Please reply with one number only: how many lines in the entries below contain the string "bridge".

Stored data
#####
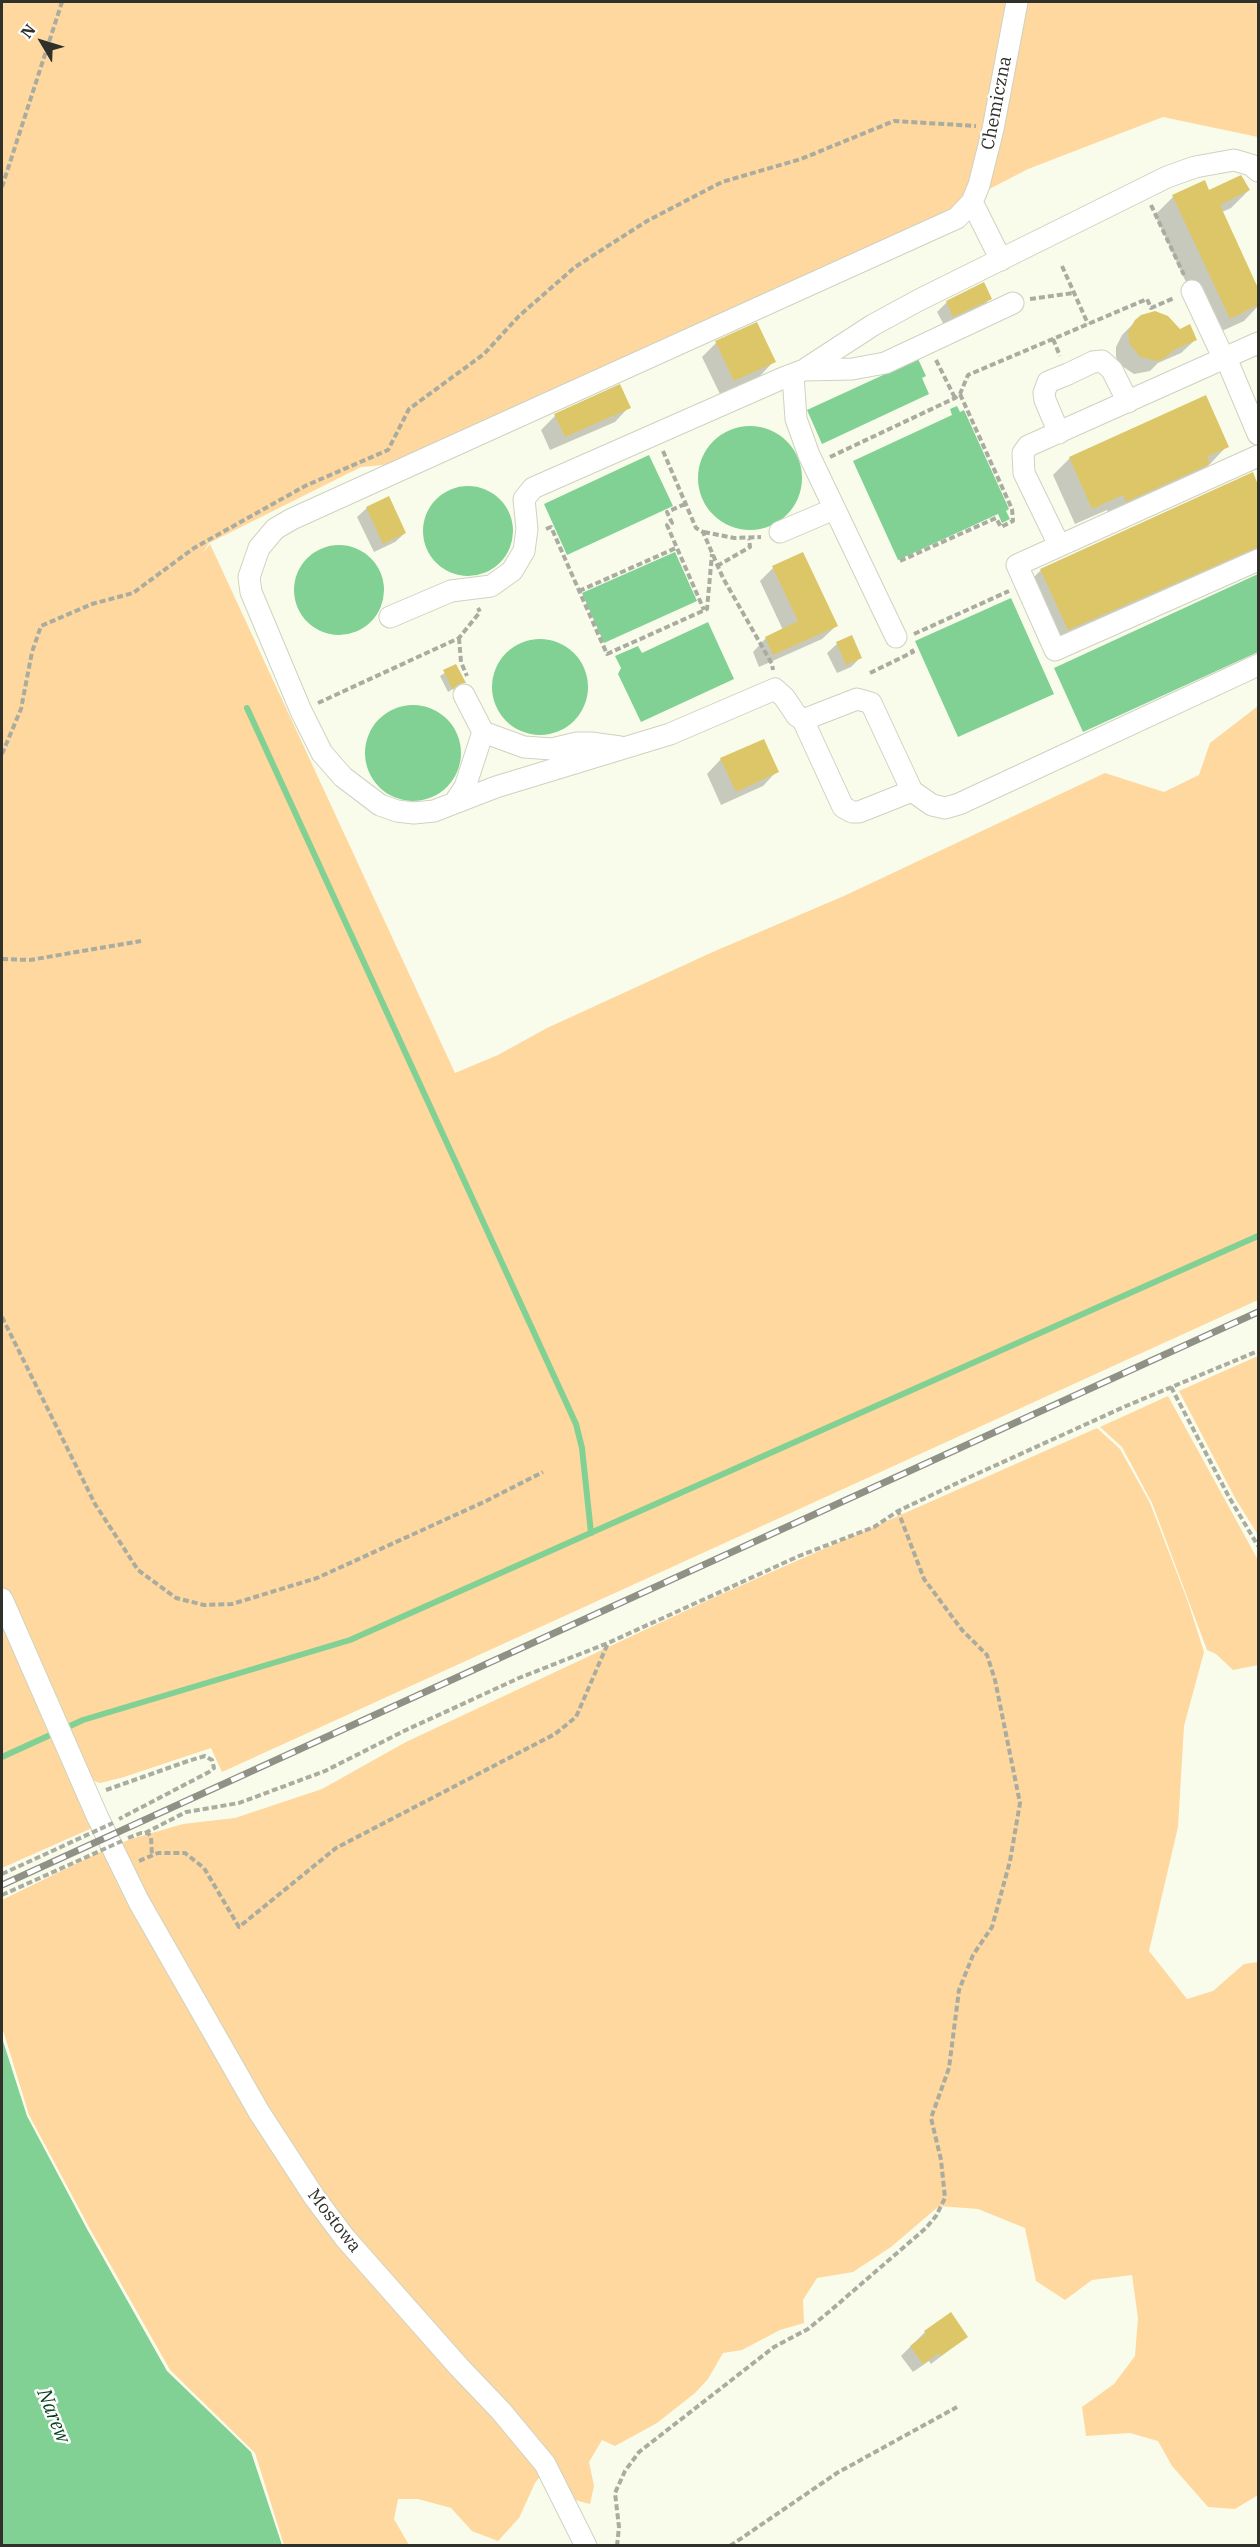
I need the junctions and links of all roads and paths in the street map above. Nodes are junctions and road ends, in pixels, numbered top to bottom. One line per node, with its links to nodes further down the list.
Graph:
1 (62, 2): 5 (path)
2 (1017, 2): 3 (street, Chemiczna)
3 (993, 129): 7 (street, Chemiczna); 53 (path)
4 (1258, 171): 6 (street)
5 (2, 187)
6 (1143, 189): 8 (street); 10 (path)
7 (972, 202): 8 (street); 49 (street)
8 (1002, 260): 17 (street)
9 (1062, 266): 11 (path)
10 (1192, 291): 13 (path); 16 (street)
11 (1074, 293): 12 (path); 13 (path)
12 (1013, 303): 14 (street)
13 (1088, 324): 18 (path)
14 (928, 343): 17 (street); 19 (path)
15 (1258, 343): 16 (street)
16 (1225, 358): 20 (street); 23 (street)
17 (799, 372): 22 (street); 25 (street)
18 (960, 394): 19 (path); 36 (path)
19 (955, 398): 25 (path)
20 (1128, 402): 21 (street); 21 (street)
21 (1059, 433): 32 (street)
22 (655, 434): 26 (path); 30 (street)
23 (1258, 434)
24 (1258, 456): 32 (street)
25 (813, 465): 27 (street)
26 (686, 503): 28 (path); 33 (path)
27 (834, 508): 29 (street); 44 (street)
28 (703, 532): 31 (path); 34 (path)
29 (780, 532): 31 (path)
30 (526, 538): 39 (street); 40 (path)
31 (749, 539): 37 (path)
32 (1059, 545): 38 (street)
33 (676, 548): 40 (path); 41 (path)
34 (712, 554): 37 (path); 41 (path)
35 (1258, 560): 38 (street)
36 (900, 561)
37 (717, 566): 47 (path)
38 (1025, 584): 44 (path)
39 (471, 590): 42 (street); 43 (path)
40 (579, 591): 41 (path)
41 (704, 610)
42 (390, 617)
43 (459, 638): 48 (path); 49 (path)
44 (904, 640): 46 (path)
45 (1258, 665): 54 (street)
46 (870, 673)
47 (775, 689): 50 (street); 52 (street)
48 (464, 695): 51 (street)
49 (301, 711): 55 (street)
50 (803, 720): 54 (street); 54 (street)
51 (483, 732): 52 (street); 55 (street)
52 (627, 748): 55 (street)
53 (2, 754)
54 (912, 791)
55 (455, 802)
56 (141, 941): 57 (path)
57 (2, 959)
58 (2, 1317): 61 (path)
59 (1258, 1350): 60 (path)
60 (1171, 1387): 62 (path); 63 (path)
61 (543, 1472)
62 (898, 1511): 65 (path); 74 (path)
63 (1258, 1546)
64 (2, 1599): 66 (street, Mostowa)
65 (608, 1643): 67 (path); 68 (path)
66 (88, 1796): 69 (street, Mostowa); 70 (path, bridge)
67 (145, 1833): 68 (path); 71 (path, bridge)
68 (152, 1856): 69 (path)
69 (122, 1867): 73 (street, Mostowa)
70 (2, 1874)
71 (2, 1895)
72 (957, 2407): 75 (path)
73 (586, 2546)
74 (617, 2546)
75 (730, 2546)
#####
:: Task response ::
2